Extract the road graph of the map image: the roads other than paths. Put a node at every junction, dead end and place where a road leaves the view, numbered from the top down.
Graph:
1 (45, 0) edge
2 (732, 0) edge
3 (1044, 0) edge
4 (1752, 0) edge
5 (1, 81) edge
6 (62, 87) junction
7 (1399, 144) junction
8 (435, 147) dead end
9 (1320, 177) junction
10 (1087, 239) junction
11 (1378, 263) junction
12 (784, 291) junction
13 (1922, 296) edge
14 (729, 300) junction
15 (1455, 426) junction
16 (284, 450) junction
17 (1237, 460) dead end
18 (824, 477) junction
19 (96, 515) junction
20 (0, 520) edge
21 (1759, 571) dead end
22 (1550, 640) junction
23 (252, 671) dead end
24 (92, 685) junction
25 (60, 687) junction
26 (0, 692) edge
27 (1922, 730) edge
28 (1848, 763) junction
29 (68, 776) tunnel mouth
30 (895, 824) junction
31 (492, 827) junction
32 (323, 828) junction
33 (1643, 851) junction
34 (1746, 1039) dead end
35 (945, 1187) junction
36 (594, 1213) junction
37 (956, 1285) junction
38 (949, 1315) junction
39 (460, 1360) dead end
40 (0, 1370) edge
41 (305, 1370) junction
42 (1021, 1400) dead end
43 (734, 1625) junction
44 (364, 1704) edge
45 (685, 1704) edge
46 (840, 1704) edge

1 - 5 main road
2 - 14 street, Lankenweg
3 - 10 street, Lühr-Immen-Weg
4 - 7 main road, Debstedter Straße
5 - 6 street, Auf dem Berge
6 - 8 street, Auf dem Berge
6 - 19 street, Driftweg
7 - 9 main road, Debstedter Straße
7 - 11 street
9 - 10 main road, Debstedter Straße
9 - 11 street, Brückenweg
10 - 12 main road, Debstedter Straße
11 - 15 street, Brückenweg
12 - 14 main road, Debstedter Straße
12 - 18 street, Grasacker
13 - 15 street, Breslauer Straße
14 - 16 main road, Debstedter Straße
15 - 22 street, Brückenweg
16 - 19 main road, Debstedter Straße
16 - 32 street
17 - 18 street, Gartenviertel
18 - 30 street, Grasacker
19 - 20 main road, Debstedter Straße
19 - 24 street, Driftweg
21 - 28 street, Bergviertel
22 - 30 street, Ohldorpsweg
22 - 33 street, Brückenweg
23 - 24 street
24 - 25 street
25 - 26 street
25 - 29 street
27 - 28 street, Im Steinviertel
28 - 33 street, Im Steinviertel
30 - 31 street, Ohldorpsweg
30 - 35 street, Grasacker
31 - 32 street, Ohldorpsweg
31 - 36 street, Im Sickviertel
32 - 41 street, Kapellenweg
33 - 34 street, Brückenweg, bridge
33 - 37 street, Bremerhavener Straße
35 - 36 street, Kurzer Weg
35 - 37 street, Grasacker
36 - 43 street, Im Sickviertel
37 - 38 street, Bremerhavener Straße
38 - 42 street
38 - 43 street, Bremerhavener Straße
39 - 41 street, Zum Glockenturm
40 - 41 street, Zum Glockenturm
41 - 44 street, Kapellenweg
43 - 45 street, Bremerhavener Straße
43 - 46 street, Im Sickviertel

EXERCISE GOAL ->
Copy the entire listing, keeping each line exactly as it is.

YOUR SOLUTION ->
Extract the road graph of the map image: the roads other than paths. Put a node at every junction, dead end and place where a road leaves the view, numbered from the top down.
Graph:
1 (45, 0) edge
2 (732, 0) edge
3 (1044, 0) edge
4 (1752, 0) edge
5 (1, 81) edge
6 (62, 87) junction
7 (1399, 144) junction
8 (435, 147) dead end
9 (1320, 177) junction
10 (1087, 239) junction
11 (1378, 263) junction
12 (784, 291) junction
13 (1922, 296) edge
14 (729, 300) junction
15 (1455, 426) junction
16 (284, 450) junction
17 (1237, 460) dead end
18 (824, 477) junction
19 (96, 515) junction
20 (0, 520) edge
21 (1759, 571) dead end
22 (1550, 640) junction
23 (252, 671) dead end
24 (92, 685) junction
25 (60, 687) junction
26 (0, 692) edge
27 (1922, 730) edge
28 (1848, 763) junction
29 (68, 776) tunnel mouth
30 (895, 824) junction
31 (492, 827) junction
32 (323, 828) junction
33 (1643, 851) junction
34 (1746, 1039) dead end
35 (945, 1187) junction
36 (594, 1213) junction
37 (956, 1285) junction
38 (949, 1315) junction
39 (460, 1360) dead end
40 (0, 1370) edge
41 (305, 1370) junction
42 (1021, 1400) dead end
43 (734, 1625) junction
44 (364, 1704) edge
45 (685, 1704) edge
46 (840, 1704) edge

1 - 5 main road
2 - 14 street, Lankenweg
3 - 10 street, Lühr-Immen-Weg
4 - 7 main road, Debstedter Straße
5 - 6 street, Auf dem Berge
6 - 8 street, Auf dem Berge
6 - 19 street, Driftweg
7 - 9 main road, Debstedter Straße
7 - 11 street
9 - 10 main road, Debstedter Straße
9 - 11 street, Brückenweg
10 - 12 main road, Debstedter Straße
11 - 15 street, Brückenweg
12 - 14 main road, Debstedter Straße
12 - 18 street, Grasacker
13 - 15 street, Breslauer Straße
14 - 16 main road, Debstedter Straße
15 - 22 street, Brückenweg
16 - 19 main road, Debstedter Straße
16 - 32 street
17 - 18 street, Gartenviertel
18 - 30 street, Grasacker
19 - 20 main road, Debstedter Straße
19 - 24 street, Driftweg
21 - 28 street, Bergviertel
22 - 30 street, Ohldorpsweg
22 - 33 street, Brückenweg
23 - 24 street
24 - 25 street
25 - 26 street
25 - 29 street
27 - 28 street, Im Steinviertel
28 - 33 street, Im Steinviertel
30 - 31 street, Ohldorpsweg
30 - 35 street, Grasacker
31 - 32 street, Ohldorpsweg
31 - 36 street, Im Sickviertel
32 - 41 street, Kapellenweg
33 - 34 street, Brückenweg, bridge
33 - 37 street, Bremerhavener Straße
35 - 36 street, Kurzer Weg
35 - 37 street, Grasacker
36 - 43 street, Im Sickviertel
37 - 38 street, Bremerhavener Straße
38 - 42 street
38 - 43 street, Bremerhavener Straße
39 - 41 street, Zum Glockenturm
40 - 41 street, Zum Glockenturm
41 - 44 street, Kapellenweg
43 - 45 street, Bremerhavener Straße
43 - 46 street, Im Sickviertel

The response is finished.